Two out of the four drugs tested in a multi-drug randomised control trial have been found more effective in treating Ebola, the World Health Organization announced on Monday. The Data and Safety Monitoring Board, an independent body that has been reviewing interim safety and efficacy data, has therefore recommended that the study be stopped and that all future patients be randomized to receive either REGN-EB3 or mAb114, in what is being considered an extension phase of the study.

Medical team. Credit: Australian Red Cross

PALM (“Together save lives”), the study initiated in November 2018, was testing four agents (ZMapp, remdesivir, mAb114 and REGN-EB3) for the treatment of patients with Ebola virus disease. The preliminary results indicate that patients receiving REGN-EB3 or mAb114 had a greater chance of survival compared with the other two. As of August 9, 2019, the trial had enrolled 681 patients, mostly at Ebola Treatment Centres in Beni, Katwa, Butembo and Mangina (DRC).

One year of the Ebola outbreak in the DRC

Since the beginning of the outbreak in August 2018, there have been 2831 Ebola virus disease cases (2737 confirmed, 94 probable), including 1891 deaths (1797 confirmed, 94 probable), according to the Ministry of Health of the Democratic Republic of the Congo.

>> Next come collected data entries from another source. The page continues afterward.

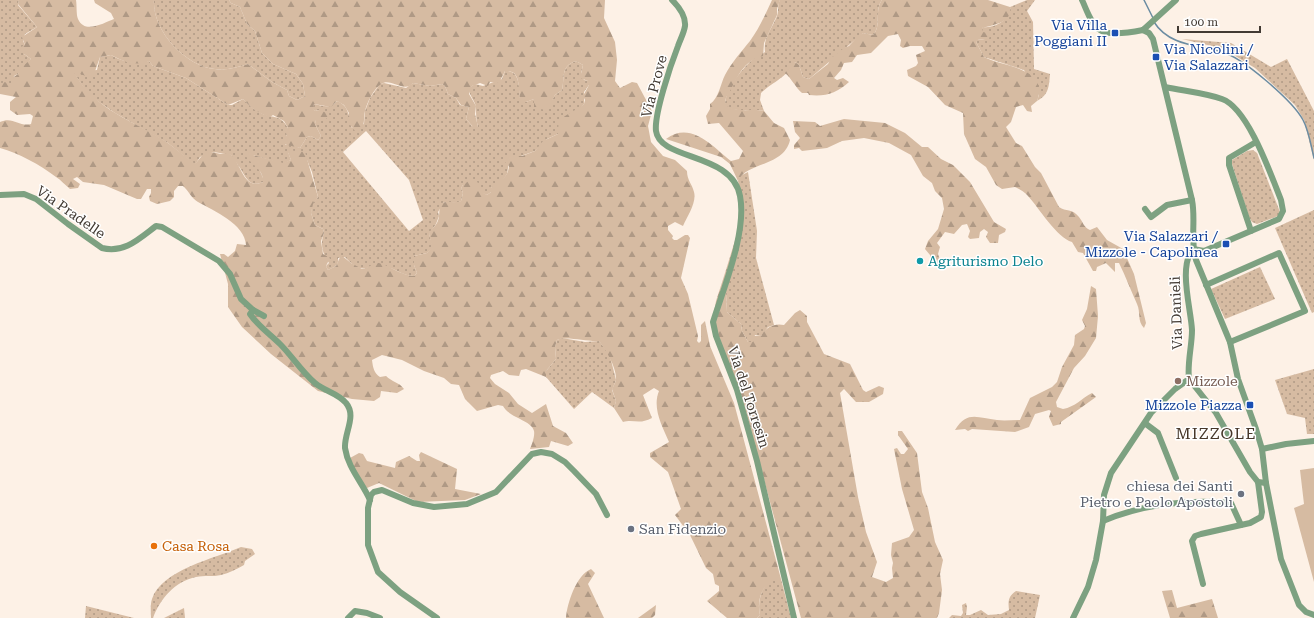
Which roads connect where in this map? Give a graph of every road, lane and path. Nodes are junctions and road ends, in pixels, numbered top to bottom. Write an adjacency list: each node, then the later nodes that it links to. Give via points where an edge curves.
1 (672, 0): 7 (street, Via Prove, via 679,8 685,26 668,74 655,125 657,136 664,145 710,162 723,170)
2 (1082, 0): 4 (street, via 1095,26 1100,30 1121,33)
3 (1176, 0): 4 (street)
4 (1144, 28): 5 (street, via 1153,39)
5 (1165, 87): 6 (street, via 1223,99 1243,117); 9 (street)
6 (1256, 142): 11 (street, via 1234,154 1229,165); 11 (street, via 1281,200 1283,211 1279,219)
7 (736, 185): 33 (street, Via del Torresin, via 740,195 742,221 713,322 737,390 757,461)
8 (0, 195): 14 (street, Via Pradelle, via 24,194 36,199 108,250 134,242 156,226 162,227 218,261 230,274 241,299)
9 (1192, 200): 10 (street, via 1167,205 1151,216); 12 (street)
10 (1145, 209)
11 (1251, 231): 12 (street, via 1204,251)
12 (1193, 249): 13 (street); 17 (street, Via Danieli, via 1188,254 1186,273 1192,331)
13 (1206, 285): 16 (street); 16 (street, via 1279,253 1305,311)
14 (253, 310): 15 (street, Via Pradelle); 24 (street, Via Pradelle, via 250,314 255,321 315,383 347,404 350,414 345,445 348,462)
15 (264, 316)
16 (1230, 342): 20 (street, via 1238,379)
17 (1189, 379): 18 (street, via 1163,401); 22 (street, via 1216,413)
18 (1146, 424): 21 (street, via 1158,433); 26 (street, via 1130,442 1111,473 1104,496)
19 (1314, 441): 20 (street)
20 (1262, 449): 23 (street)
21 (1176, 478)
22 (1258, 482): 23 (street); 27 (street, via 1261,517)
23 (1266, 483): 29 (street, via 1281,559 1299,605)
24 (370, 500): 25 (street, via 374,492 382,490 422,506 467,504 496,492 532,454 541,452 552,454 565,462 596,494); 32 (street, via 368,545 378,572 400,592)
25 (607, 515)
26 (1103, 521): 27 (street, via 1141,509 1203,500 1231,503); 34 (street, via 1088,587)
27 (1241, 525): 28 (street, via 1195,536 1192,541 1193,551)
28 (1203, 584)
29 (1314, 615)
30 (348, 618): 31 (street, via 355,611)
31 (380, 618)
32 (437, 618)
33 (794, 618)
34 (1072, 618)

Twenty-seven of the 45 health zones in the North Kivu and Ituri Provinces have reported confirmed or probable Ebola virus disease cases.

UNICEF reports that nearly 30% of Ebola cases from this epidemic are children, as compared to around 20% in previous epidemics. Healthcare workers have also been particularly affected (149 cases).

Implementing response measures has been challenging in the affected areas because of the prolonged humanitarian crisis, the unstable security situation and the resistance among the population.

The fact that the outbreak is ongoing in areas with cross-border population flow with Rwanda, South Sudan and Uganda remains of particular concern. According to WHO, the risk is very high at national and regional levels.

The overall risk for the EU/EEA countries is very low. However, the risk can only be eliminated by stopping transmission at the local level.

The outbreak affecting North Kivu and Ituri Provinces in the northeast is the largest-ever outbreak reported in the country and the world's second largest in history. It has been declared a Public Health Event of International Concern (PHEIC) on 17 July 2019, by WHO Director-General Dr. Tedros Adhanom Ghebreyesus.